Ebner's works can also be updated with new actions: they embody a
possibility for continuous change.
The works require the viewer to make the connections between the individual
components and their networked configurations of meaning.
For a more in-depth conceptualization of the idea of ‘sculptural activity’,
see
the artist’s article on NoemaLab.
Beside the installations and the artists’ books, Ebner’s work
can be broadly divided into e-Books and Internet based works.
The eBooks are both linear and non-linear structures: the user can
simply use the arrow-buttons on the keyboard to browse through
the books, or discover
hidden
links within the pages to move through them. Pollen Connection Point, Border
Patrol, Party Turnstile and Road Works also contain subbooks and parallel-books
for the user to discover, whereas Conflict Mountain and Equilibrium
Panel only have one image sequence. Each work employs pdf technology with javascript
to
create a new form of electronic book (or book in general), that can also
be printed out as a picture series.
Finally, Ebner’s eBooks confront the viewer with a reflection
on landscape, both in terms of fluid and static representations. Static
elements such as
drawings and pictures are assembled into a fluid narrative form, where
temporal and spatial
connections emerge and enhance each other, temporal sequences contributing
to the conceptualization of space, and viceversa.

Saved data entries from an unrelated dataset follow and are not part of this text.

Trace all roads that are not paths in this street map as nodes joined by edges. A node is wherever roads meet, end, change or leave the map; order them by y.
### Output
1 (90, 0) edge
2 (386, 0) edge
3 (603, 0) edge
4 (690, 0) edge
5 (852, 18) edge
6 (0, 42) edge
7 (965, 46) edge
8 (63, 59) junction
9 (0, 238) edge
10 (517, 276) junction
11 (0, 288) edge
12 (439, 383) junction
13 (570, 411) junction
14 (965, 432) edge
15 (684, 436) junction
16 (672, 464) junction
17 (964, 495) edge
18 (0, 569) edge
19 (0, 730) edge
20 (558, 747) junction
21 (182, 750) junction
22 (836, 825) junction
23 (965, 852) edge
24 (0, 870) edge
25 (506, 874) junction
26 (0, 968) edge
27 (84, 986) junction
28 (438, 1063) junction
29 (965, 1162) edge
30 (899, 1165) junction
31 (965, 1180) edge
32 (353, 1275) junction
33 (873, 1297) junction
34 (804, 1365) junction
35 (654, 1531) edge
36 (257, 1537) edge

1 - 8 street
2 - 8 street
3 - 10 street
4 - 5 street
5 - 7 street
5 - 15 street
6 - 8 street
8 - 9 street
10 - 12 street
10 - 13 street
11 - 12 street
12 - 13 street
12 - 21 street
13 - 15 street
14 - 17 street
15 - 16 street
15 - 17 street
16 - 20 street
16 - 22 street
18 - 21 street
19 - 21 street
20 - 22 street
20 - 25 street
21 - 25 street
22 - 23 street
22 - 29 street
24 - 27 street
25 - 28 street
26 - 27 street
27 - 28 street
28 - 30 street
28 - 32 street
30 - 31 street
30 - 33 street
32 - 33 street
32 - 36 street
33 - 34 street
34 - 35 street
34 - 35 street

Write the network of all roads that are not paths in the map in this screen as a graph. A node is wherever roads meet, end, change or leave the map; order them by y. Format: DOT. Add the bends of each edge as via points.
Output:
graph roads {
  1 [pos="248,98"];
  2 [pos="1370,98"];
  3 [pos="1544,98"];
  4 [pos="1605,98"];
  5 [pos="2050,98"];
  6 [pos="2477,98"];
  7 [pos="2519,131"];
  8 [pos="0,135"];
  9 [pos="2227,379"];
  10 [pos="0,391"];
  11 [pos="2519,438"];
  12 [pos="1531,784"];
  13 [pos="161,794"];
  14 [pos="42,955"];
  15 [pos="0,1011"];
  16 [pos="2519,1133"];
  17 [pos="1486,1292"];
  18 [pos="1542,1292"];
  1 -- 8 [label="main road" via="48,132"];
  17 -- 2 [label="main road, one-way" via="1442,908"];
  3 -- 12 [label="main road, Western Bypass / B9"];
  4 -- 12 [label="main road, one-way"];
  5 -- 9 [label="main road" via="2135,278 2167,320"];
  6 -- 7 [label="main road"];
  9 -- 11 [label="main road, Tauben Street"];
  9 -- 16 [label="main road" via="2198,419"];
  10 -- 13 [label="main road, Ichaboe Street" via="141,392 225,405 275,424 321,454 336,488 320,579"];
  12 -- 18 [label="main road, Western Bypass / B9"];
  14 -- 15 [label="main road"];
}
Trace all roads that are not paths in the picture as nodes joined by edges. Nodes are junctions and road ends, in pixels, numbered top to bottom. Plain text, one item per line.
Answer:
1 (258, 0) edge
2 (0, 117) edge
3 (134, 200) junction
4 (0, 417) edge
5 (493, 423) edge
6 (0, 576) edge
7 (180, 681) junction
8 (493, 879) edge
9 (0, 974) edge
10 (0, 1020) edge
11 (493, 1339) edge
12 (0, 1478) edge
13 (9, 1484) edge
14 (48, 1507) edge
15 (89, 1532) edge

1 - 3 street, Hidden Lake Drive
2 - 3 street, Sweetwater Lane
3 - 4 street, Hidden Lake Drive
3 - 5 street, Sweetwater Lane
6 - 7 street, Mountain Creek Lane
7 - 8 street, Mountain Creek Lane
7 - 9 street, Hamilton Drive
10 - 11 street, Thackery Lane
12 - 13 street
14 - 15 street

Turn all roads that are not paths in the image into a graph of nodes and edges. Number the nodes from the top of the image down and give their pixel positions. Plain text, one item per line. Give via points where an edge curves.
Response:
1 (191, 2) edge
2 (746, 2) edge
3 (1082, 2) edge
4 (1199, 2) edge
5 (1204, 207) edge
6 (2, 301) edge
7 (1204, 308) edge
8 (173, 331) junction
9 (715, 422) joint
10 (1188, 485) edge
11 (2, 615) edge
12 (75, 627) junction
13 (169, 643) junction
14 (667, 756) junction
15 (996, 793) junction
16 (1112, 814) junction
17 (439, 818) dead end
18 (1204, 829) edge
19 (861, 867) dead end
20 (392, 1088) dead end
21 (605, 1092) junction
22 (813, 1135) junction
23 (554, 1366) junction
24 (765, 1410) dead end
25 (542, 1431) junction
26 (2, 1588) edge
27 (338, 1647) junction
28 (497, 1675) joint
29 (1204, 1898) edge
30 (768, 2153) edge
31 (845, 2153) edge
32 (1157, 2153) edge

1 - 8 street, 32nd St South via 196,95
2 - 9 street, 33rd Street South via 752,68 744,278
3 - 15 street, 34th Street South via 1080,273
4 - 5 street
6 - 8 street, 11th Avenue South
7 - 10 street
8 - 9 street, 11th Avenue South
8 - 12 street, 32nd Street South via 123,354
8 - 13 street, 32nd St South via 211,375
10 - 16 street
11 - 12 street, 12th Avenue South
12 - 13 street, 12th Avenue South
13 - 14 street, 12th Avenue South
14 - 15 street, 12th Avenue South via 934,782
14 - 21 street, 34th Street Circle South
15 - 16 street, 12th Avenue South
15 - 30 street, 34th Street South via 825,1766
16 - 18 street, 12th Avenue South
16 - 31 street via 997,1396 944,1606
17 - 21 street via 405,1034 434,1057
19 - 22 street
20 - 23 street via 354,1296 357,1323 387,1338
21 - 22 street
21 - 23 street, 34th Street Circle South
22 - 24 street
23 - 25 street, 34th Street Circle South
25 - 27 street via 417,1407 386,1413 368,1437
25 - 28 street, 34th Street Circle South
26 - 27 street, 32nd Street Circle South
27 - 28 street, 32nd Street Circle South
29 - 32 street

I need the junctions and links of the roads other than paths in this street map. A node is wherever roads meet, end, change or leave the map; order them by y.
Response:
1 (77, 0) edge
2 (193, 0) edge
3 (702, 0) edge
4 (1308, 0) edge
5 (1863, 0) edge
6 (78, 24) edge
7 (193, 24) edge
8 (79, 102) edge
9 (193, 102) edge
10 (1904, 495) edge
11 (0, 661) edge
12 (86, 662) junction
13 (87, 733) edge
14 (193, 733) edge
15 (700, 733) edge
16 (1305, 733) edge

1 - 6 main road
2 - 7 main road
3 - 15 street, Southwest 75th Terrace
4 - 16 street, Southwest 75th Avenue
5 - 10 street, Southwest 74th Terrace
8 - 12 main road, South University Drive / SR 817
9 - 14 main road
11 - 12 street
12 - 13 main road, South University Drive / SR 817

Ebner’s Internet-based works continue from his e-Book sculptural activities,
and his reflection on political and personal landscape, linear and non-linear
narration, and the configurations of time and space in artistic representation.
In his internet based works, however, two main new themes are introduced.
Firstly, he hands over the action to the user. Although the content
is pre-defined by the author, the work comes into being and evolves
due
to the spectators’ activity
and interaction with the material.
Secondly, Ebner uses the medium as a tool to support his reflection
on the concept of artistic fruition and navigation. His original use
of
multiple browsers to
fragment the representation and shape the user’s interaction constitutes
a unique investigation into the role of the medium within the artistic practice.